Task directions. Omit the pictures, then write out every entry exactly as it reads.

[Opening Available records section]

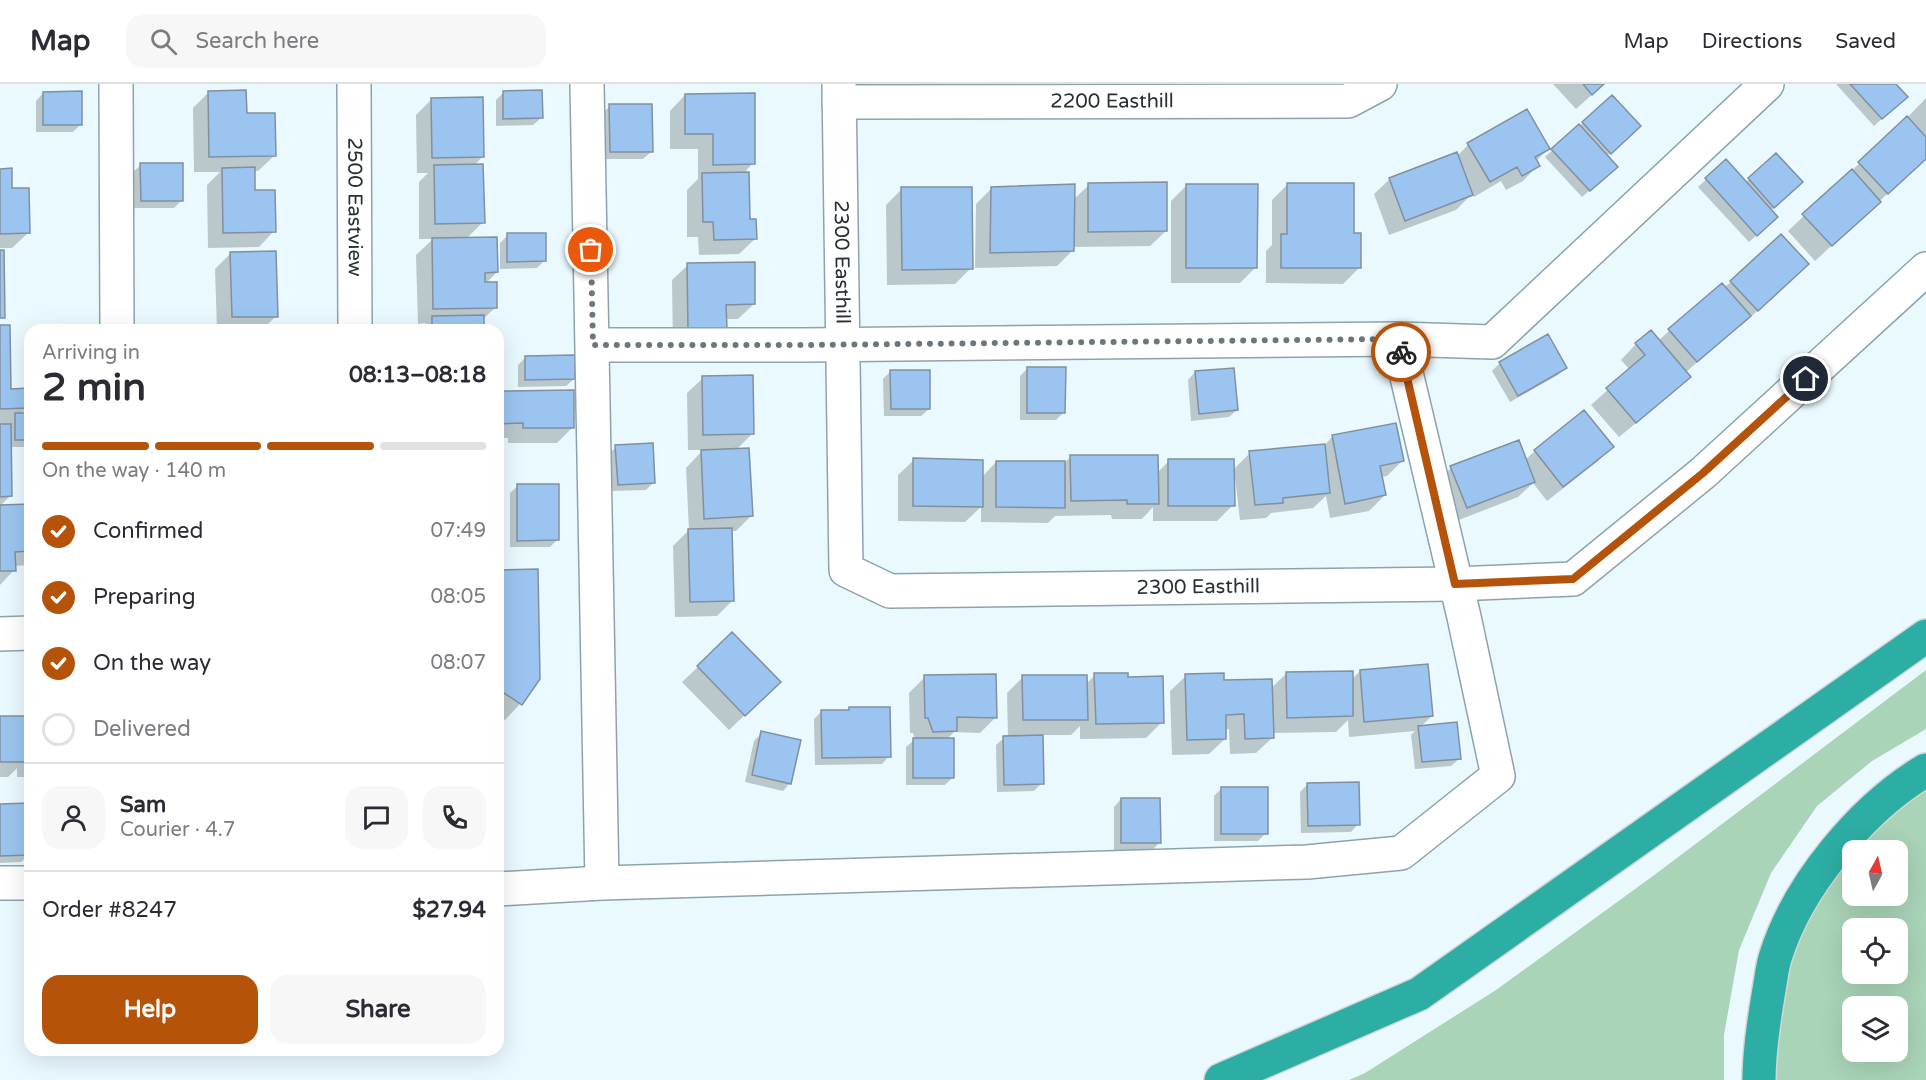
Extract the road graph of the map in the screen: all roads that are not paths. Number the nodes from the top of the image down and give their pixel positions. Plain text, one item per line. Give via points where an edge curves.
1 (116, 84) edge
2 (354, 84) edge
3 (587, 84) edge
4 (1380, 84) edge
5 (1767, 84) edge
6 (839, 93) edge
7 (1926, 269) edge
8 (117, 324) edge
9 (354, 324) edge
10 (1398, 339) junction
11 (841, 344) junction
12 (593, 345) junction
13 (1455, 584) junction
14 (24, 633) edge
15 (0, 634) edge
16 (1926, 636) edge
17 (1926, 770) edge
18 (0, 883) edge
19 (24, 883) edge
20 (602, 883) junction
21 (504, 889) edge
22 (1221, 1080) edge
23 (1759, 1080) edge

1 - 8 street
2 - 9 street, 2500 Eastview
3 - 12 street
4 - 6 street, 2200 Easthill via 1348,101
5 - 10 street via 1492,342
6 - 11 street, 2300 Easthill
7 - 13 street, 2300 Easthill via 1703,473 1573,579
10 - 11 street
10 - 13 street
11 - 12 street
11 - 13 street, 2300 Easthill via 846,570 890,591
12 - 20 street
13 - 20 street via 1498,777 1401,853 1306,862
14 - 15 street
16 - 22 highway via 1419,994
17 - 23 highway via 1872,811 1835,852 1798,904 1775,959
18 - 19 street
20 - 21 street

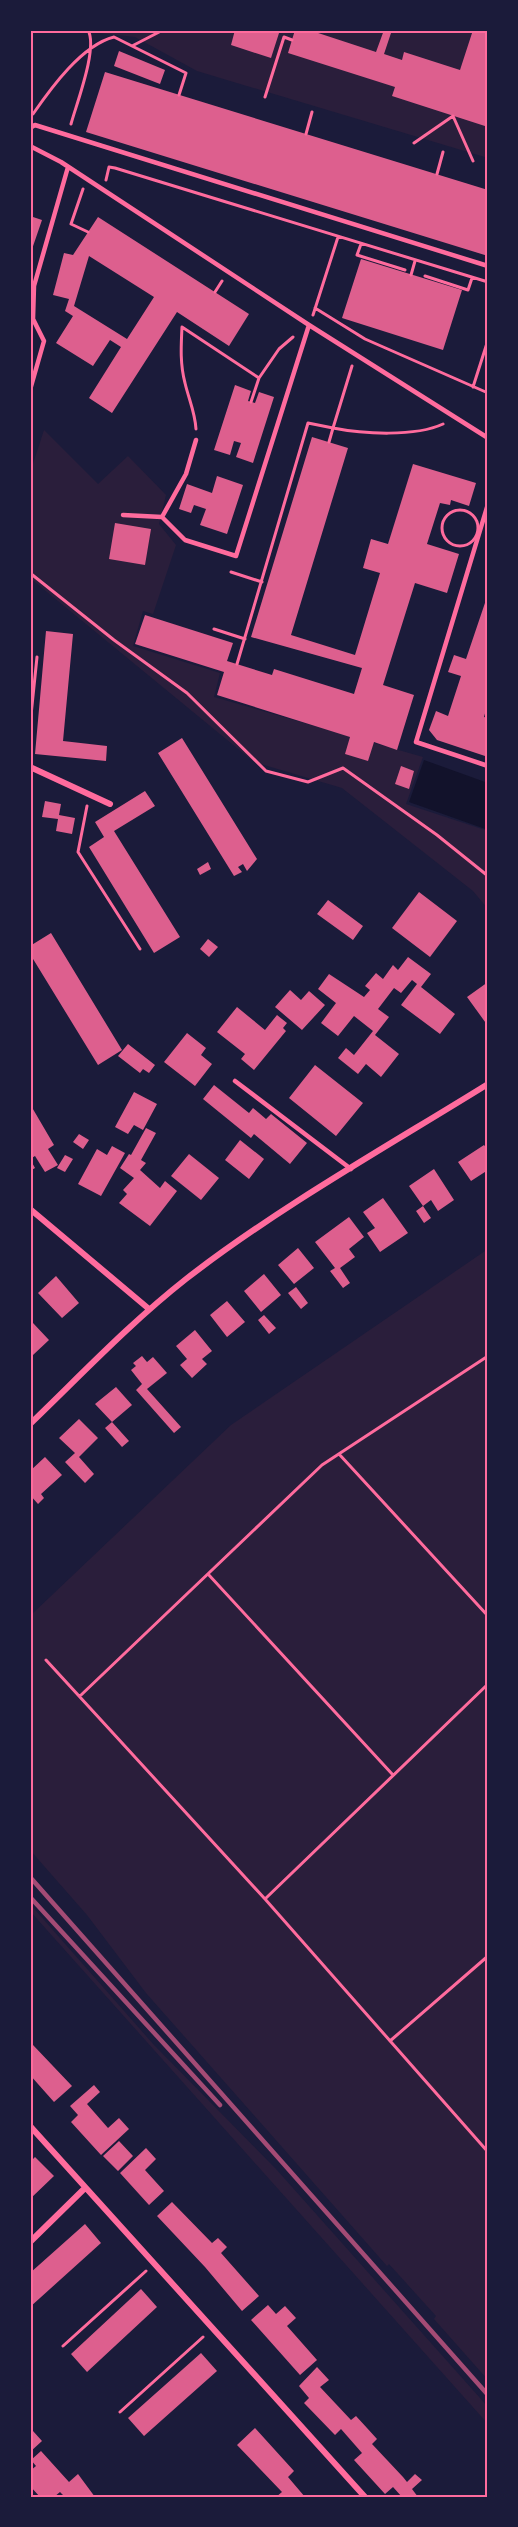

[Closing Available records section]

Output of the task.
Extract the road graph of the map in the screen: all roads that are not paths. Number the nodes from the top of the image down and give their pixel positions. Plain text, one item per line. Give via points where an edge curves.
1 (116, 84) edge
2 (354, 84) edge
3 (587, 84) edge
4 (1380, 84) edge
5 (1767, 84) edge
6 (839, 93) edge
7 (1926, 269) edge
8 (117, 324) edge
9 (354, 324) edge
10 (1398, 339) junction
11 (841, 344) junction
12 (593, 345) junction
13 (1455, 584) junction
14 (24, 633) edge
15 (0, 634) edge
16 (1926, 636) edge
17 (1926, 770) edge
18 (0, 883) edge
19 (24, 883) edge
20 (602, 883) junction
21 (504, 889) edge
22 (1221, 1080) edge
23 (1759, 1080) edge

1 - 8 street
2 - 9 street, 2500 Eastview
3 - 12 street
4 - 6 street, 2200 Easthill via 1348,101
5 - 10 street via 1492,342
6 - 11 street, 2300 Easthill
7 - 13 street, 2300 Easthill via 1703,473 1573,579
10 - 11 street
10 - 13 street
11 - 12 street
11 - 13 street, 2300 Easthill via 846,570 890,591
12 - 20 street
13 - 20 street via 1498,777 1401,853 1306,862
14 - 15 street
16 - 22 highway via 1419,994
17 - 23 highway via 1872,811 1835,852 1798,904 1775,959
18 - 19 street
20 - 21 street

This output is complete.